BEGIN
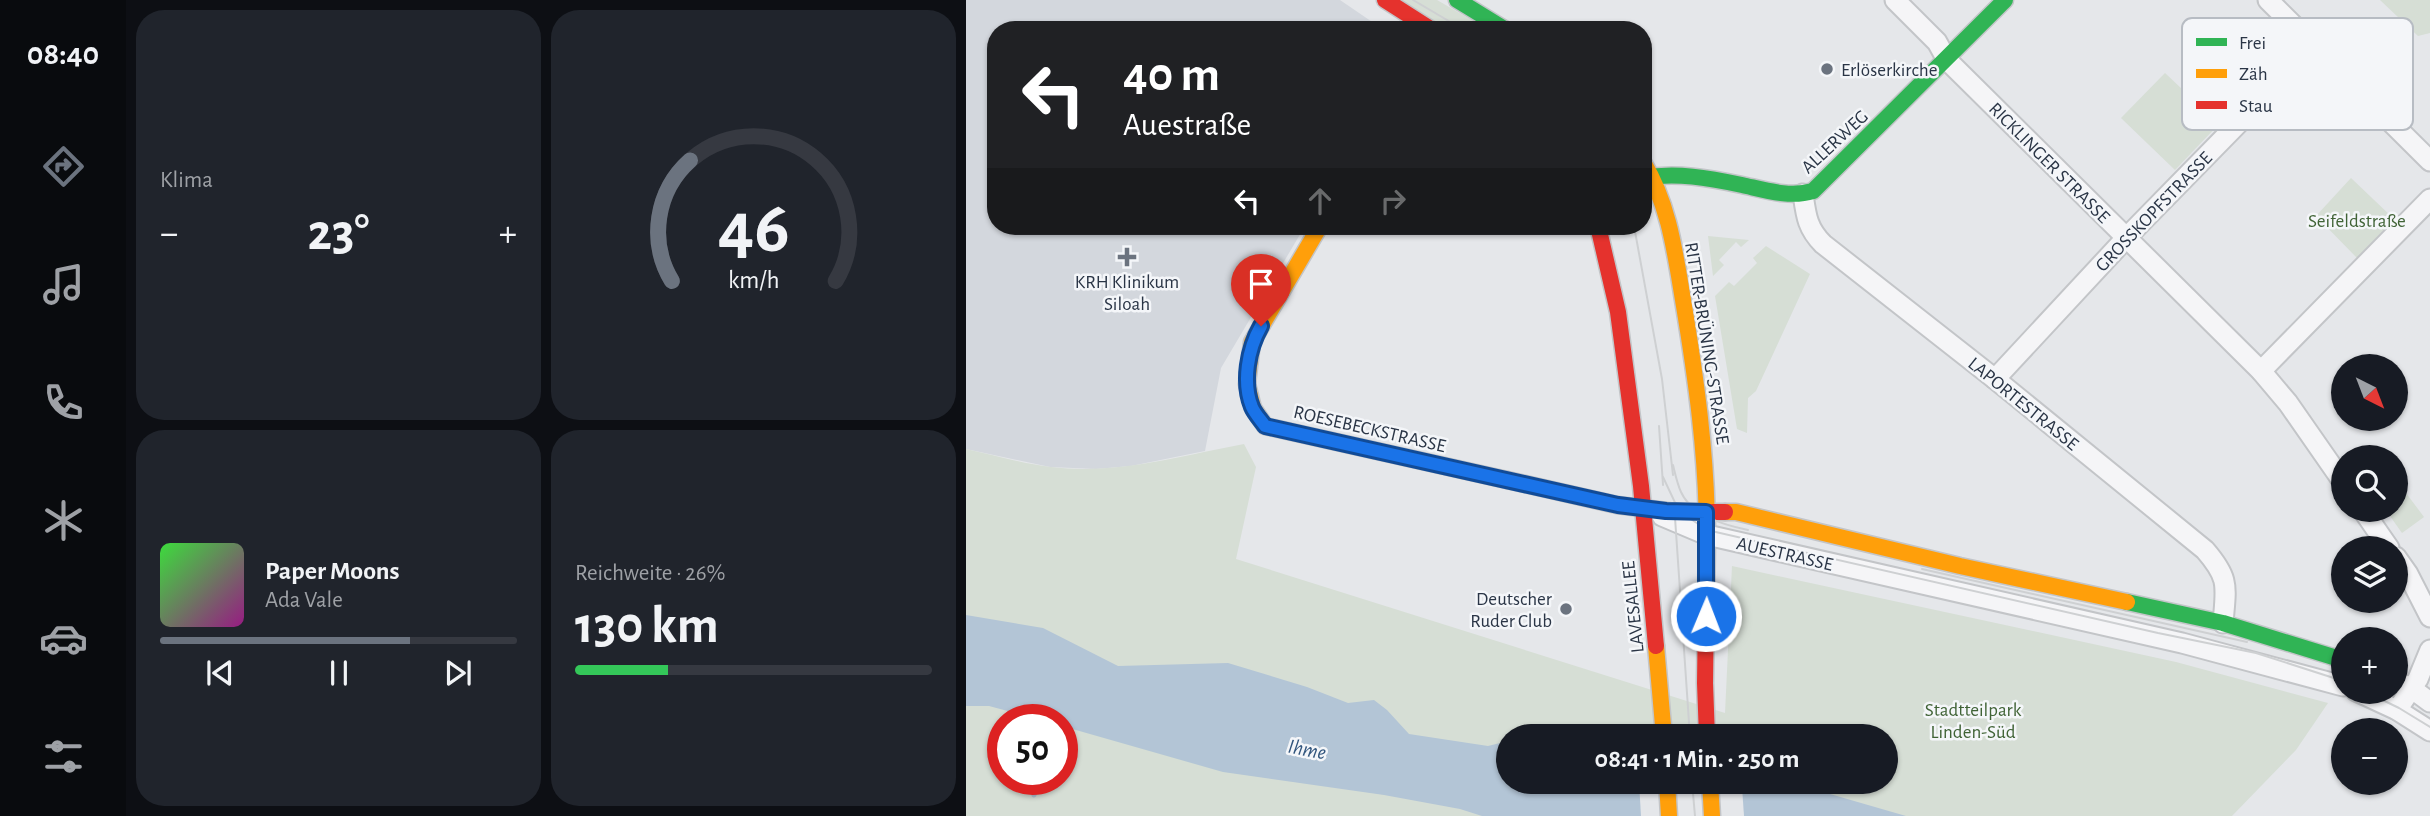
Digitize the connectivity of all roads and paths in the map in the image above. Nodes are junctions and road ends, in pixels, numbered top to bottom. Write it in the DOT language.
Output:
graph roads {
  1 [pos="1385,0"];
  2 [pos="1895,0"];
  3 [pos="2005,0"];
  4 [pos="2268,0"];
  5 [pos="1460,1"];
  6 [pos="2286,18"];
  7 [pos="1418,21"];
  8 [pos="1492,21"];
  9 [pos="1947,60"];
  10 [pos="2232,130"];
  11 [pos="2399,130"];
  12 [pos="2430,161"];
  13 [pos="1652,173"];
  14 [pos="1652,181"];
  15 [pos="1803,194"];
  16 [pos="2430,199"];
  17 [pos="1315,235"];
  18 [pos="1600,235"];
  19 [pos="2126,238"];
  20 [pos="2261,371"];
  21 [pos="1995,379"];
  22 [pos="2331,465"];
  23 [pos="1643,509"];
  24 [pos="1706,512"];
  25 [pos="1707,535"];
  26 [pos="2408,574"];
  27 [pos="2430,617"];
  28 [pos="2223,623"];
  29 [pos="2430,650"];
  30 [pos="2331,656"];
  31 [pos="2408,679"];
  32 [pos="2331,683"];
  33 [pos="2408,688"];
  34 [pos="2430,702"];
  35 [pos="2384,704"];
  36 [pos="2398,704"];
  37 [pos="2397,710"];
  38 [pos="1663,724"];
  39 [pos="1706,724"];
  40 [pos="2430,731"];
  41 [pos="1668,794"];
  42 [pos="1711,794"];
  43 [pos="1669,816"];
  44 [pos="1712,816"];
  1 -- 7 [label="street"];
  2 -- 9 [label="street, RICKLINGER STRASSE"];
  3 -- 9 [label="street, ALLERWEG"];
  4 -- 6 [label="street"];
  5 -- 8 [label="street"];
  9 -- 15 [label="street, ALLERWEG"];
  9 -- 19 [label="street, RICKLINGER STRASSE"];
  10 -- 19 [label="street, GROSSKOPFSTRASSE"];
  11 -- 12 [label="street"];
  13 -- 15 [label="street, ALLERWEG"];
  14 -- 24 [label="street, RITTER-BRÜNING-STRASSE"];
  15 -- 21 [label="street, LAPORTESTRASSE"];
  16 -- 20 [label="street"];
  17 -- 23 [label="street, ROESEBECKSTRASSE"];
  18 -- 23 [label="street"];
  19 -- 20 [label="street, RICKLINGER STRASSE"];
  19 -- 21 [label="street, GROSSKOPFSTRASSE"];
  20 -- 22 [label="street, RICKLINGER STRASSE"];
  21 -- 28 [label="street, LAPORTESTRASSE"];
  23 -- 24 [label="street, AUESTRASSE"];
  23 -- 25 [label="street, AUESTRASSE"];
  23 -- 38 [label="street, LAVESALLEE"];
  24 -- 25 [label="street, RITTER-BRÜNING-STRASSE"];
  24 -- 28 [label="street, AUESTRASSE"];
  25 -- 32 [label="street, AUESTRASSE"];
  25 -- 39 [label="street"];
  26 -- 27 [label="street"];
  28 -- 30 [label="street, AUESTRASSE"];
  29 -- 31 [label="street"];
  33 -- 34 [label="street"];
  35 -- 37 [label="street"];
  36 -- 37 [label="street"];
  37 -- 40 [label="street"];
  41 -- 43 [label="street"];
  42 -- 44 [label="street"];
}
END
BEGIN
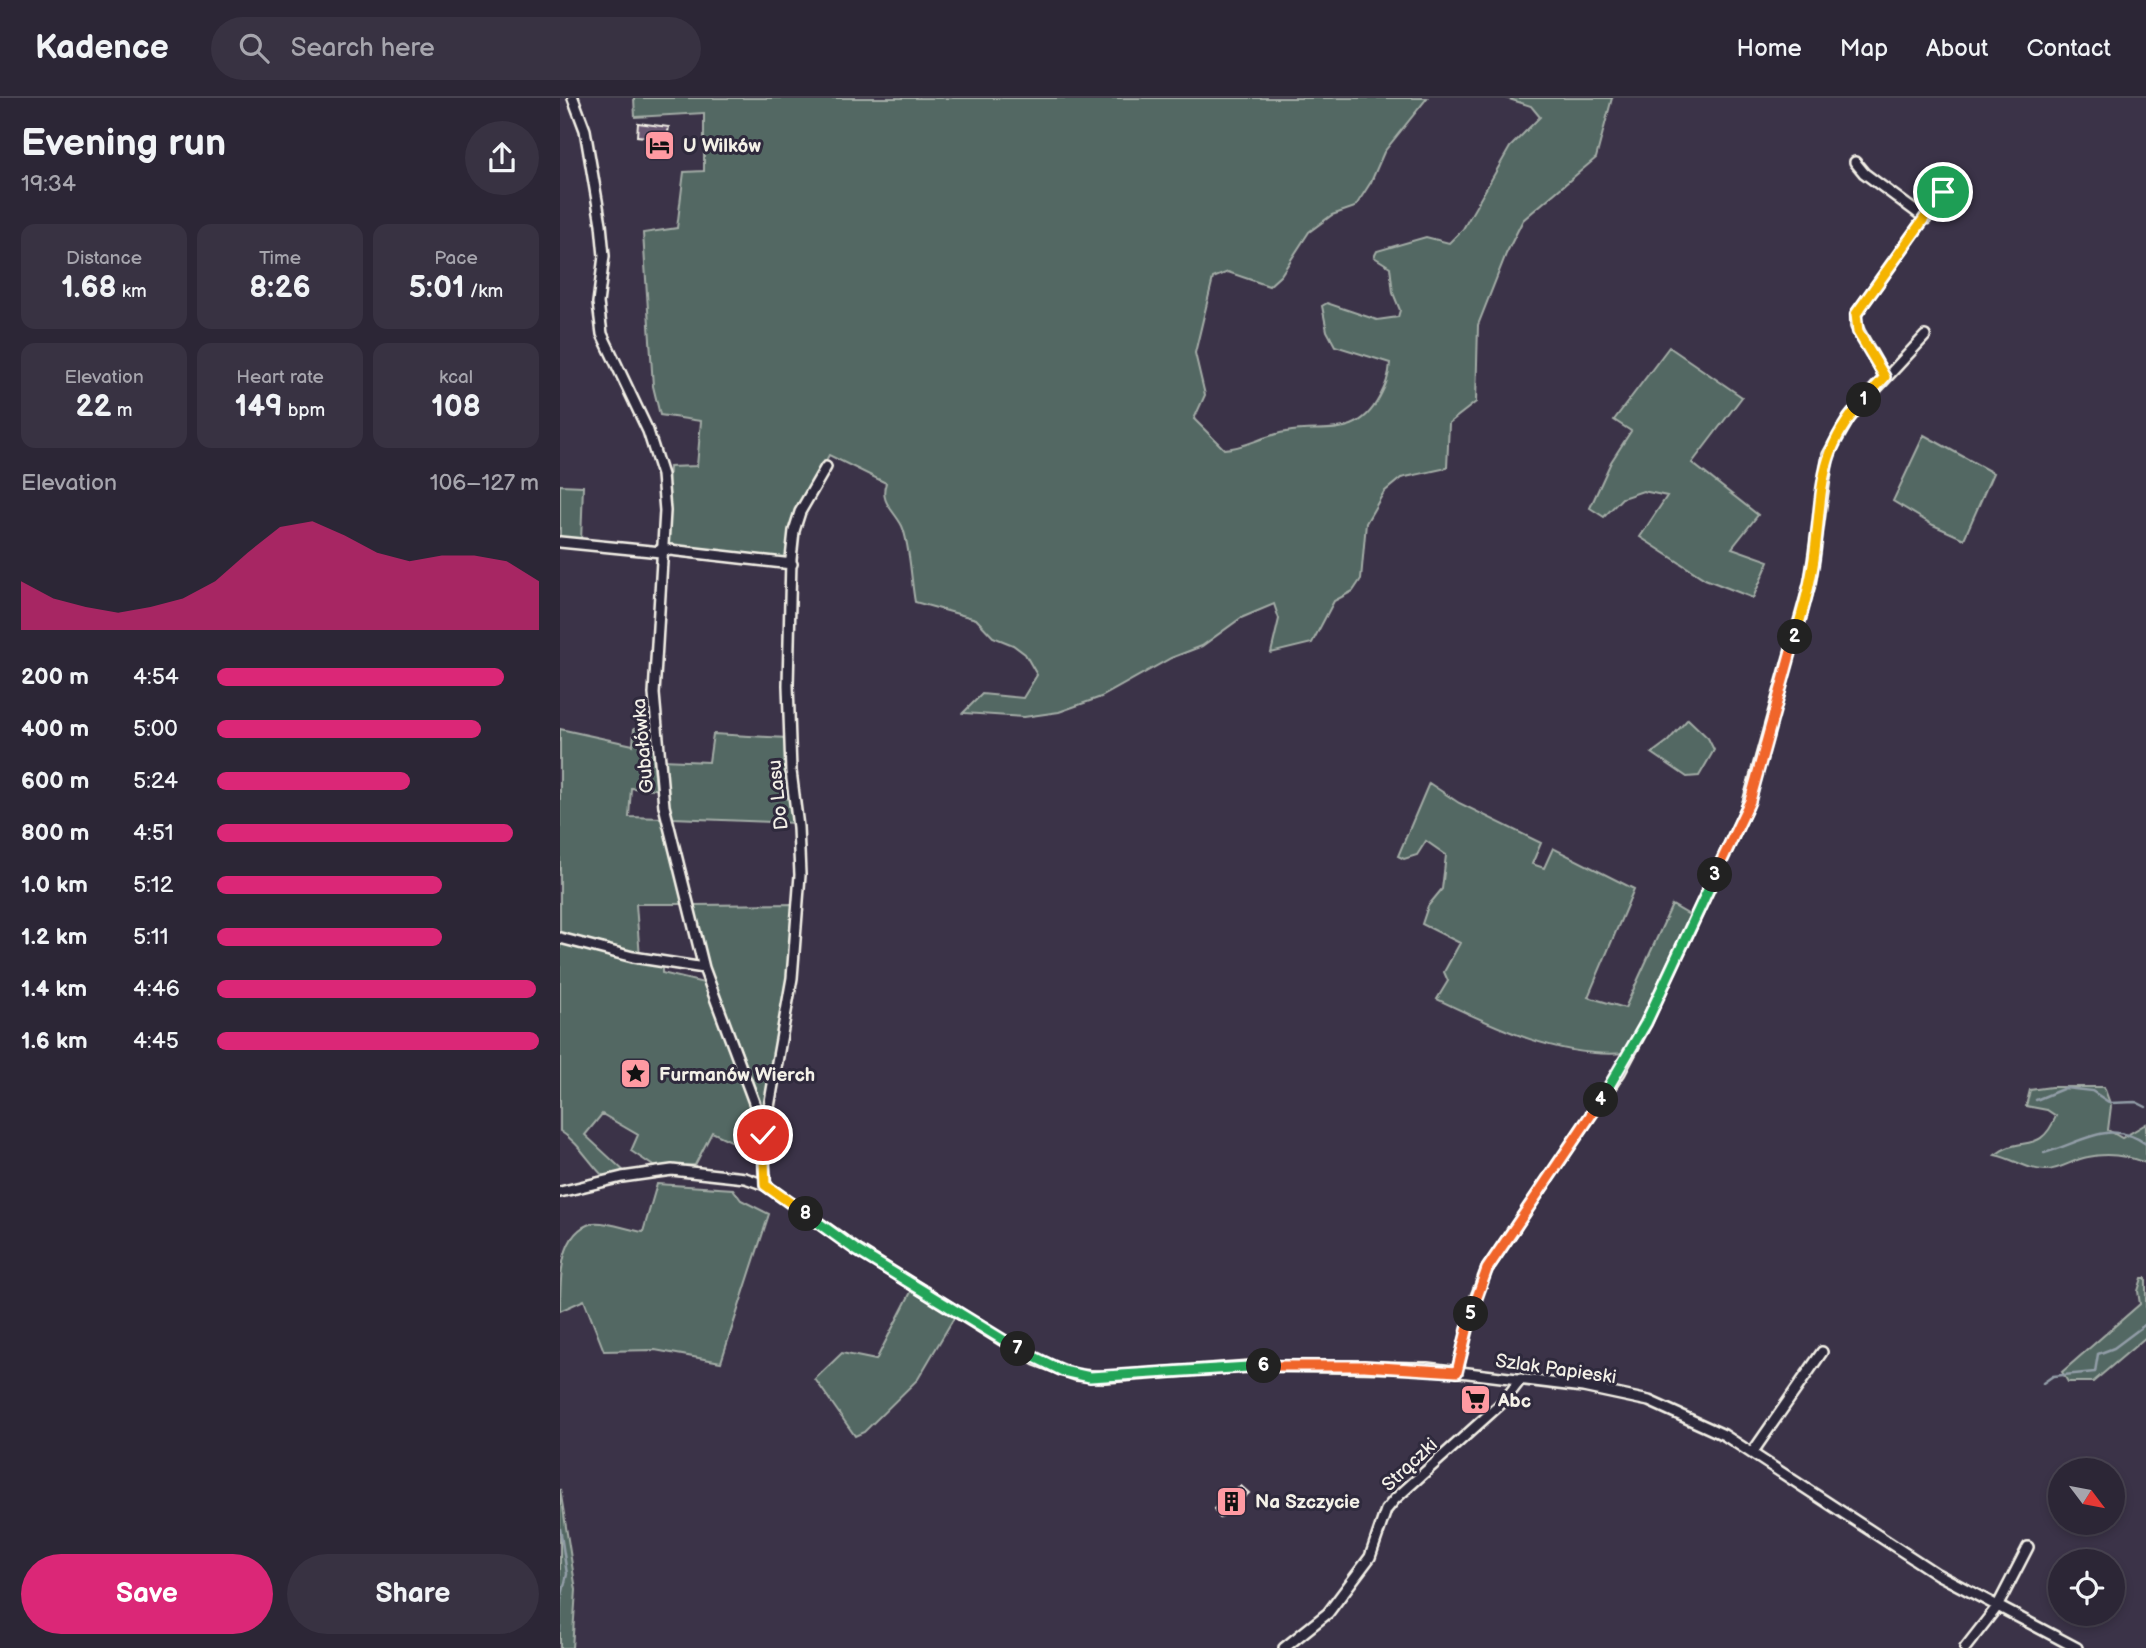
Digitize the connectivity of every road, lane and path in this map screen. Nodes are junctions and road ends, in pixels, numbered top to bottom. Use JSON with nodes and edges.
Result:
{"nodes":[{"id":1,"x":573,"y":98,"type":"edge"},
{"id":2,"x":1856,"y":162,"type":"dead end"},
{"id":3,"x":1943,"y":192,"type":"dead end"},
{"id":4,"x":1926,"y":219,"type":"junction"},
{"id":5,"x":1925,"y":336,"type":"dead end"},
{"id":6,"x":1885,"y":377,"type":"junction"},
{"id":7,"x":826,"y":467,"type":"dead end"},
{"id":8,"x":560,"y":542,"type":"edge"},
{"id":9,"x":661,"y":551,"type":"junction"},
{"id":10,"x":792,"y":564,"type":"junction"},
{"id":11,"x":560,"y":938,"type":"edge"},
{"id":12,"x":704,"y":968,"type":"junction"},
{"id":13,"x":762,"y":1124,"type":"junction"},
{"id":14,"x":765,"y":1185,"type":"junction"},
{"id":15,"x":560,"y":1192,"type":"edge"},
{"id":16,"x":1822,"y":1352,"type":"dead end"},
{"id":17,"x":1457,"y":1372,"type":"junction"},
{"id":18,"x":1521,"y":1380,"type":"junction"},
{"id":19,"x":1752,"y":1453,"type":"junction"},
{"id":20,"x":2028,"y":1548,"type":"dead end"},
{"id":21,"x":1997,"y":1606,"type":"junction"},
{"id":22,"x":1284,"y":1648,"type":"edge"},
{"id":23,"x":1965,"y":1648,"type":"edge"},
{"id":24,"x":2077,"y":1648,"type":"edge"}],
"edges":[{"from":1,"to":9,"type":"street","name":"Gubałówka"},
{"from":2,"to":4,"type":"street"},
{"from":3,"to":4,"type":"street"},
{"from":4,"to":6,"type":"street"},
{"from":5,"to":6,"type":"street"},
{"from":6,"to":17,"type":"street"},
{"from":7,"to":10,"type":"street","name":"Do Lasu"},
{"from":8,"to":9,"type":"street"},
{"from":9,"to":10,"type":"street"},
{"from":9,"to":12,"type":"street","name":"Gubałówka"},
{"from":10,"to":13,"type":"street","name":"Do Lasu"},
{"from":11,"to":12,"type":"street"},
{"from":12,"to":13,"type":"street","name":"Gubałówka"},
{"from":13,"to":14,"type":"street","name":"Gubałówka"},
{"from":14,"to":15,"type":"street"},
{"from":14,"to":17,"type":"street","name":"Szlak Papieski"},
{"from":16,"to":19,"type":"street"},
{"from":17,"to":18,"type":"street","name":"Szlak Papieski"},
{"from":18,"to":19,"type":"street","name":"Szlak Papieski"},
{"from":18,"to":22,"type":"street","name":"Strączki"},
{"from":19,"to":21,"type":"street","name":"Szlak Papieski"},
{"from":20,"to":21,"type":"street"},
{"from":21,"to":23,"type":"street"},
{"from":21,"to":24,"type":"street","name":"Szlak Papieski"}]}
END
BEGIN
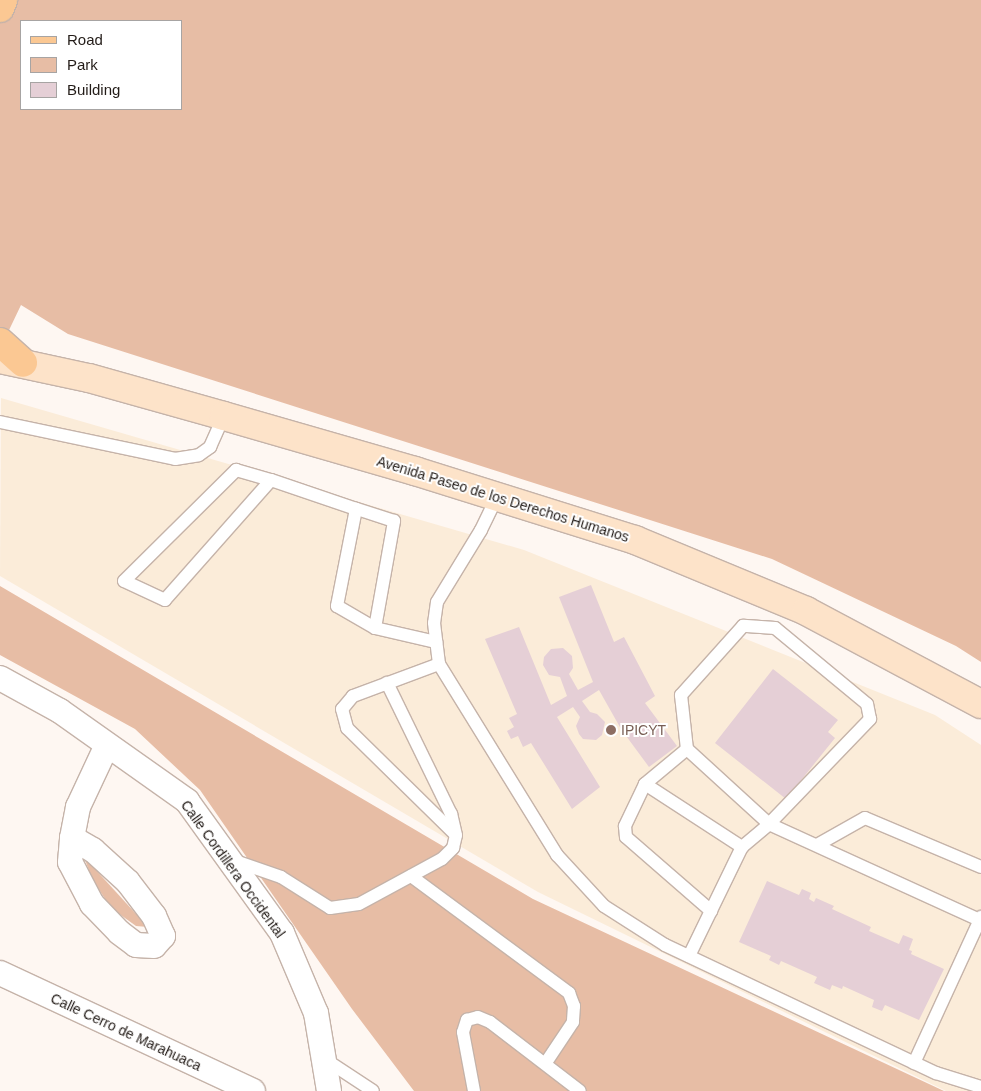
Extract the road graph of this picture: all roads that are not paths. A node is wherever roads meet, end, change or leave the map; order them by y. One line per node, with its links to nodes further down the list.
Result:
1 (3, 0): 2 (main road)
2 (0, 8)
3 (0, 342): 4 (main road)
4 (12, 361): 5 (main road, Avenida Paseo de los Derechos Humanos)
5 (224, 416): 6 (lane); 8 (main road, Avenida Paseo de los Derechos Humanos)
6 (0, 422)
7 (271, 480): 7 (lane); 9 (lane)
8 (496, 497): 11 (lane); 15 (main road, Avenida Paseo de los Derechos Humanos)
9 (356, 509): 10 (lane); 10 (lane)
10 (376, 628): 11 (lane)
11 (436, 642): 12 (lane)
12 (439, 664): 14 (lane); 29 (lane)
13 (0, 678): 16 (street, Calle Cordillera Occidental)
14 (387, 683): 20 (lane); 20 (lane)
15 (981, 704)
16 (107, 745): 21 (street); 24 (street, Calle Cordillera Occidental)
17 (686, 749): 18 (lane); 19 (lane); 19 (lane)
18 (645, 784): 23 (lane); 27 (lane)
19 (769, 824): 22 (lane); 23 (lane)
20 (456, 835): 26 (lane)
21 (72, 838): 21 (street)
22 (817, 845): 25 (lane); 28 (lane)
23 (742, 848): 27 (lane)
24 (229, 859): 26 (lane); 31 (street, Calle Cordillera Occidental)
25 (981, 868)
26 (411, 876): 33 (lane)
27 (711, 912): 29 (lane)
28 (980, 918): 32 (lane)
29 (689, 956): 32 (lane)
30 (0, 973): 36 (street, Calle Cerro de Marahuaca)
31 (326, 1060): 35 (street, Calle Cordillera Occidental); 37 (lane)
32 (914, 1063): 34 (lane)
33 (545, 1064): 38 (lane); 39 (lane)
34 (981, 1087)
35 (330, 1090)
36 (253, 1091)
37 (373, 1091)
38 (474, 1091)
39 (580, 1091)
END
Problem description> From the records above, report the count of lines containing "graph" and nothing more.

Response to the exercise> 2